Sie haben hier ja viel Kontakt mit geflüchteten Menschen. Machen die sich nicht gerade auch Sorgen um ihre Familien, die teils nicht bei ihnen sind?
Ja, die machen sich große Sorgen. Zwar sind von meinen Kontakten jetzt keine Familien dabei, die gerade in diesen Übergangslagern zwischen der Türkei und Griechenland leben, aber es sind doch einige darunter, die in den türkischen Lagern an der Grenze zu Nordsyrien sind. Und jetzt gerade erst wurde die Cousine unseres ehemaligen Bundesfreiwilligen in Idlib bei einem Anschlag in Syrien getötet. Wenn ich mir vorstelle, dass man hier lebt und aus der Ferne die Nachrichten erhält, welche Tragödien sich im Familien- und Freundeskreis in der eigenen Heimat abspielen: Wie zerrissen muss man sich da fühlen? Für die Menschen, die hier leben und noch Verwandtschaft im Ausland haben, ist das schon eine unglaubliche Belastung.
Schauen wir auf die Lage hier vor Ort. Welche Schwierigkeiten ergeben sich, wenn die Menschen hier Fuß fassen wollen?
Bei vielen, die ich kenne und begleitet habe, sehe ich, dass sich vor allem die, die aus bildungsfernen Familien zu uns gekommen sind, also in den Herkunftsländern kaum die Schule besucht haben, hier sehr schwer tun. Ob es um Deutschkurse oder die Jobfindung geht – da habe ich schon so einige, schwierige Personen. Als Außenstehender könnte man jetzt leichtfertig sagen: „Der oder die ist halt faul.“Aber so einfach ist das nicht, denn in jeder Gesellschaft gibt es ja Menschen, die Probleme haben, in den Arbeitsmarkt einzusteigen.
Ich hoffe dann vor allem – und da wirken wir mit verschiedenen Angeboten auch stark mit –, dass die Kinder dieser Leute gut ankommen, dass die zweite Generation hier also maximal gefördert wird.
Bei allem, was vonseiten der Flüchtlinge nicht so gut läuft: Gibt es auch bürokratische Hürden auf unserer Seite, die sie sich niedrigschwelliger wünschen würden?

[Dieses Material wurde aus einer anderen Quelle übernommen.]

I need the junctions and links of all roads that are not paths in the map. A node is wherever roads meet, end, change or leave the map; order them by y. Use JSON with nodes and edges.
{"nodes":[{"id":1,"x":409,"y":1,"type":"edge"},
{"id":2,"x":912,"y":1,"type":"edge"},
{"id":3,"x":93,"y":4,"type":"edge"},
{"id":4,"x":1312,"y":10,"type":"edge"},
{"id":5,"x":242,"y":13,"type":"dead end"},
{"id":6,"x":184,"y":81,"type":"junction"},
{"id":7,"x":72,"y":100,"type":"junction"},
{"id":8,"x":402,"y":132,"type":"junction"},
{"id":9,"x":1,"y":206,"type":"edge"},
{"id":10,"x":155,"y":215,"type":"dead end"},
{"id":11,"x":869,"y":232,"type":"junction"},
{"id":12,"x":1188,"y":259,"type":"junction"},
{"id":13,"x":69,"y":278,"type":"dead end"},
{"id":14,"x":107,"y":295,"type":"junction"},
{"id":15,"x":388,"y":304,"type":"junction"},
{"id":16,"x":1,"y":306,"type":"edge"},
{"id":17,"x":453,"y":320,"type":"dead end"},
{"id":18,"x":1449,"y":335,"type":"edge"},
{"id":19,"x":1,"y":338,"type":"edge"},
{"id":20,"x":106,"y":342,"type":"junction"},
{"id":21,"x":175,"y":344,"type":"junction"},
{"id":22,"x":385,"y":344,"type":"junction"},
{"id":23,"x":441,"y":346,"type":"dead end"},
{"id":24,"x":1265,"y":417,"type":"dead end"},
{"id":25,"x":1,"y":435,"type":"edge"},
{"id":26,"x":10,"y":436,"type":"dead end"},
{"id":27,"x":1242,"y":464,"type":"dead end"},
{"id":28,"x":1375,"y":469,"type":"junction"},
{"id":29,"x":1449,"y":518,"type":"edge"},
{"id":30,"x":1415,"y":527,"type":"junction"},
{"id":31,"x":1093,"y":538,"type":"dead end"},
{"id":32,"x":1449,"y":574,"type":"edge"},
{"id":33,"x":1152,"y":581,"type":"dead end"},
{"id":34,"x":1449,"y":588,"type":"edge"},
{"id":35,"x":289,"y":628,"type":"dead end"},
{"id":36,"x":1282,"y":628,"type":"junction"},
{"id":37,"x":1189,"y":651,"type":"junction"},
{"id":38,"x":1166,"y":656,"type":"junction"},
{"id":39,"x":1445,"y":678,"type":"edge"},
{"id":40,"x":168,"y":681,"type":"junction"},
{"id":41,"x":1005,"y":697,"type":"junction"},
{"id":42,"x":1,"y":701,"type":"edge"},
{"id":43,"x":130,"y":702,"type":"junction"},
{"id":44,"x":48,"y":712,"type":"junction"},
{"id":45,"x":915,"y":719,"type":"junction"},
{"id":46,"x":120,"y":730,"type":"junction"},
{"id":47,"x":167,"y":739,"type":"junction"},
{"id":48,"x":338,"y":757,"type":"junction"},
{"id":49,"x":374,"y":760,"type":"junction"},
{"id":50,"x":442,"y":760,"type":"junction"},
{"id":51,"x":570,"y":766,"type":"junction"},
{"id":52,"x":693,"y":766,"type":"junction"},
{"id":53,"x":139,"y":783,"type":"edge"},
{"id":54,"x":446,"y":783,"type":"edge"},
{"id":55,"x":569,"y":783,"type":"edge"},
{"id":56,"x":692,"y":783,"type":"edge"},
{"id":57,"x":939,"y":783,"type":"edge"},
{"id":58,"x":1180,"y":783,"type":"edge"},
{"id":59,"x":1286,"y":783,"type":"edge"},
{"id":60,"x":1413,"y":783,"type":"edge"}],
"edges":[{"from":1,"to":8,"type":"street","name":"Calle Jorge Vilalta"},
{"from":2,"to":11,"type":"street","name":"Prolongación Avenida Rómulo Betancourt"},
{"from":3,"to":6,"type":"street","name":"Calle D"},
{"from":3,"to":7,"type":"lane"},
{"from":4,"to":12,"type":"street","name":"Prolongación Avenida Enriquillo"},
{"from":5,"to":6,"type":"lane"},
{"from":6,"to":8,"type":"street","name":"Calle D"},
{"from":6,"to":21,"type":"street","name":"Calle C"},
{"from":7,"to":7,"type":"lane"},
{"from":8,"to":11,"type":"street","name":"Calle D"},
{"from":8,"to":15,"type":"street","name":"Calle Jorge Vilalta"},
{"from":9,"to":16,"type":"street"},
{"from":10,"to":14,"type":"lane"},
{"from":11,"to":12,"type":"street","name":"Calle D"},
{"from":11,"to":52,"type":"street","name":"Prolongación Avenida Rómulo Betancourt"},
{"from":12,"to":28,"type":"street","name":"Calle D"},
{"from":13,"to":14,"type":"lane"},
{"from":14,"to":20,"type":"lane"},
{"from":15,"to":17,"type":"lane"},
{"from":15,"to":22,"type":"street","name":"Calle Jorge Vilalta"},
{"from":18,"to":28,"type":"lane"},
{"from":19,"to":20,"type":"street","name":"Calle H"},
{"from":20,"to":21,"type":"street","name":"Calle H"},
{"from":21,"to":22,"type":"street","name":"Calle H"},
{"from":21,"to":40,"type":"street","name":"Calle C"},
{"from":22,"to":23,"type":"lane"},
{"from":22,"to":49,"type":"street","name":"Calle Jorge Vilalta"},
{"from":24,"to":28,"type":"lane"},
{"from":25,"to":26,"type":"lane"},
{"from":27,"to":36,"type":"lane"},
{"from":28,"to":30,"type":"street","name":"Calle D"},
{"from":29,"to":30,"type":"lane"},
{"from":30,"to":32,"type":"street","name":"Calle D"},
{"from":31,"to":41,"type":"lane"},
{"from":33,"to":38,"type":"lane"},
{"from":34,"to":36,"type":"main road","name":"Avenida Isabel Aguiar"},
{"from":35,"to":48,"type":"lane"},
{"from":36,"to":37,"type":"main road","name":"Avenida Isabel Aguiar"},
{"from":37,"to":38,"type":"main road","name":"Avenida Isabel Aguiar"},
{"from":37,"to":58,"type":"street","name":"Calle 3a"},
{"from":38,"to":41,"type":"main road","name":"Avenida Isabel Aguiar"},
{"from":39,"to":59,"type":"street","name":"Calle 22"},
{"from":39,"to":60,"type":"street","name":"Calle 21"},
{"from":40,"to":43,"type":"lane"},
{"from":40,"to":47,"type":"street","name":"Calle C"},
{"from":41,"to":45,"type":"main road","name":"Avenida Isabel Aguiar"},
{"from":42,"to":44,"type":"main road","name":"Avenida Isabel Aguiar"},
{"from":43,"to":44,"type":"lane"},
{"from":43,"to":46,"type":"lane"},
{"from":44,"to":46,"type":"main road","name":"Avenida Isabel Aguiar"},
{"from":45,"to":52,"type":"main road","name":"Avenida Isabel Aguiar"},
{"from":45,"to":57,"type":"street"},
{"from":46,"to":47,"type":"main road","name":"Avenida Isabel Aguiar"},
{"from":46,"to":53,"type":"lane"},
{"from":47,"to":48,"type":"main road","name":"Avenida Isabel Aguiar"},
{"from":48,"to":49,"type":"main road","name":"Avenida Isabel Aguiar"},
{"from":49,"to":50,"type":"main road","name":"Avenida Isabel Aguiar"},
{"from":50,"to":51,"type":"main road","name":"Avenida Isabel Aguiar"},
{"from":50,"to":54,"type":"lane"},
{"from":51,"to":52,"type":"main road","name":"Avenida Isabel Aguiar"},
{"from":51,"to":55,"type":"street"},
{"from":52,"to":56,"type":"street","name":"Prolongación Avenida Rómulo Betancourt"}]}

Ja. Ich habe zum Beispiel selbst so einen Fall im Mehrgenerationenhaus, wo ich ja hauptberuflich arbeite. Dort beschäftige ich gerade eine junge Dame – ich sage jetzt mal nicht das Herkunftsland –, die keinen Schulabschluss gemacht hat. Sie ist aber total pfiffig und super lernwillig. Ich verfolge ihre Entwicklung jetzt seit einem Jahr und sie ist so leistungsbereit. Aber mit Ausbildungsplätzen ist es eben schwierig, weil man ohne einen Abschluss keinen Zugang bekommt. Ich habe da schon auch Verständnis für das Amt, dass natürlich nicht bei jedem Fall eine Individualprüfung
machen kann, sondern sich an den Fakten abarbeitet. Nur habe ich hier halt die Chance, Menschen länger zu begleiten und zu sehen, welche Potenziale sie abseits dieser Parameter mitbringen.
Apropos Potenziale: Was sind die positiven Aspekte dieses Ehrenamts?
Dass ich bei so vielen erleben kann, wie gut es läuft. Oft habe ich aus einem Gespür heraus das Potenzial in den Menschen gesehen und bekomme dann mit, wie sie hier in einem geregelten Alltag ankommen. Die arbeiten beim Edeka, ergattern tolle Jobs im Büro und vieles mehr. Zu sehen, wie sie sich integrieren, was für tolle Mitglieder unserer Gesellschaft diese Menschen sind und zu welcher Vielfalt sie beitragen, das ist unglaublich schön. Das ist für mich persönlich, wie auch für das Miteinander ein großes Geschenk. Diese menschlichen Begegnungen, die unendliche Dankbarkeit, die man dadurch bekommt, ist unbezahlbar.